PROBLEM TO WORK ON » Using the records below, transcribe word for word the stretch from the line that contains "thumb ip: (726, 933)" through the line that contains "pinky tip: (896, 888)", both end lines included, and nothing else.

PROVIDED RECORDS »
#####

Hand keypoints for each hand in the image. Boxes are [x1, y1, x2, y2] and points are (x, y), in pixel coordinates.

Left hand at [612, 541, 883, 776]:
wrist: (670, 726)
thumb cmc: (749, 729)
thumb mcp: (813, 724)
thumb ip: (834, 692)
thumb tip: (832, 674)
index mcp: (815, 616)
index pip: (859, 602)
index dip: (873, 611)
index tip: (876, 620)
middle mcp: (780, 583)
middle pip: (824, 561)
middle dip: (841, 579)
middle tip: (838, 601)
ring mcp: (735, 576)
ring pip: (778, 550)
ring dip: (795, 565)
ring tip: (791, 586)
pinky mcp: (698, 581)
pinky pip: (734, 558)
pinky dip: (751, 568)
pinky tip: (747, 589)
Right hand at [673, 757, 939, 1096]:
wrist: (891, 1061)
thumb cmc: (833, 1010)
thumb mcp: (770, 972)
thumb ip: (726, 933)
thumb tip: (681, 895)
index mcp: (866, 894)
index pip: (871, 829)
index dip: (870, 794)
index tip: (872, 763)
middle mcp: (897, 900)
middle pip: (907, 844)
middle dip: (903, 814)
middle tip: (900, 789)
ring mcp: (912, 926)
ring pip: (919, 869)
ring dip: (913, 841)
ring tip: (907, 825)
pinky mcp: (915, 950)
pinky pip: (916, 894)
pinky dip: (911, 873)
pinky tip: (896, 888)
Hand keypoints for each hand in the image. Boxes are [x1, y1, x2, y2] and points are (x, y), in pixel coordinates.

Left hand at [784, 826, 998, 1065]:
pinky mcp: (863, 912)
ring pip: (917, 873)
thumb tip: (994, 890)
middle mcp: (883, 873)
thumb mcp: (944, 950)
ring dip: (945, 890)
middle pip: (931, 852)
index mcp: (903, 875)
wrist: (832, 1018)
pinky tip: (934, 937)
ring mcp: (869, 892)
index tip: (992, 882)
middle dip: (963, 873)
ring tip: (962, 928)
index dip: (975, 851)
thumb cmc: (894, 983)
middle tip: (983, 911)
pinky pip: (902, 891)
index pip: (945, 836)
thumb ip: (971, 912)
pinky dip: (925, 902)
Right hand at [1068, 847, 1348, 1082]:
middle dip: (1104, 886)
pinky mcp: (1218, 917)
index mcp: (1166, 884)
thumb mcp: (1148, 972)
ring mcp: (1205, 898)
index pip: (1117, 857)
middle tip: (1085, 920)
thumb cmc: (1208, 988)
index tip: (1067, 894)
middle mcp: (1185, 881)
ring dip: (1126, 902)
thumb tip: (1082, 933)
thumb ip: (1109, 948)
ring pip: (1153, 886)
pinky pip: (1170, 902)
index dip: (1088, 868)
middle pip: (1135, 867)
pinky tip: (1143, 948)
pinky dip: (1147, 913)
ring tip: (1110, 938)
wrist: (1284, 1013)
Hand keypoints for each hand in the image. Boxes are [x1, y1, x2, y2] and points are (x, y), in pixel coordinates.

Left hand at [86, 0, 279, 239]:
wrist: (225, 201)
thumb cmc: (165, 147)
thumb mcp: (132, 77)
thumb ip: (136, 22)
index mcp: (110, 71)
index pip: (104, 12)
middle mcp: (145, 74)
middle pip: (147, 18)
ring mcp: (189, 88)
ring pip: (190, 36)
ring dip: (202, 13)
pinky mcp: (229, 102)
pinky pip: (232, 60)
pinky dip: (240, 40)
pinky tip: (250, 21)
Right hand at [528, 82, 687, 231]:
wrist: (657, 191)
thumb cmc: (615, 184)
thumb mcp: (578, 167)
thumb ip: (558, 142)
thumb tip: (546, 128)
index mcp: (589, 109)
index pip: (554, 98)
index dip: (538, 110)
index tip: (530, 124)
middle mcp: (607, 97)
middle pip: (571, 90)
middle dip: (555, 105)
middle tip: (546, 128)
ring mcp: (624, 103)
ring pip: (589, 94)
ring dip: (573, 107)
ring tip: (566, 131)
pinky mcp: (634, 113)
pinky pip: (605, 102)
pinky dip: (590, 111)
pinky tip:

#####

TASK RESPONSE »
thumb ip: (726, 933)
thumb tip: (681, 895)
index mcp: (866, 894)
index pip: (871, 829)
index dip: (870, 794)
index tip: (872, 763)
middle mcp: (897, 900)
middle pip: (907, 844)
middle dip: (903, 814)
middle tip: (900, 789)
ring mcp: (912, 926)
ring pip: (919, 869)
ring dip: (913, 841)
ring tip: (907, 825)
pinky mcp: (915, 950)
pinky pip: (916, 894)
pinky dip: (911, 873)
pinky tip: (896, 888)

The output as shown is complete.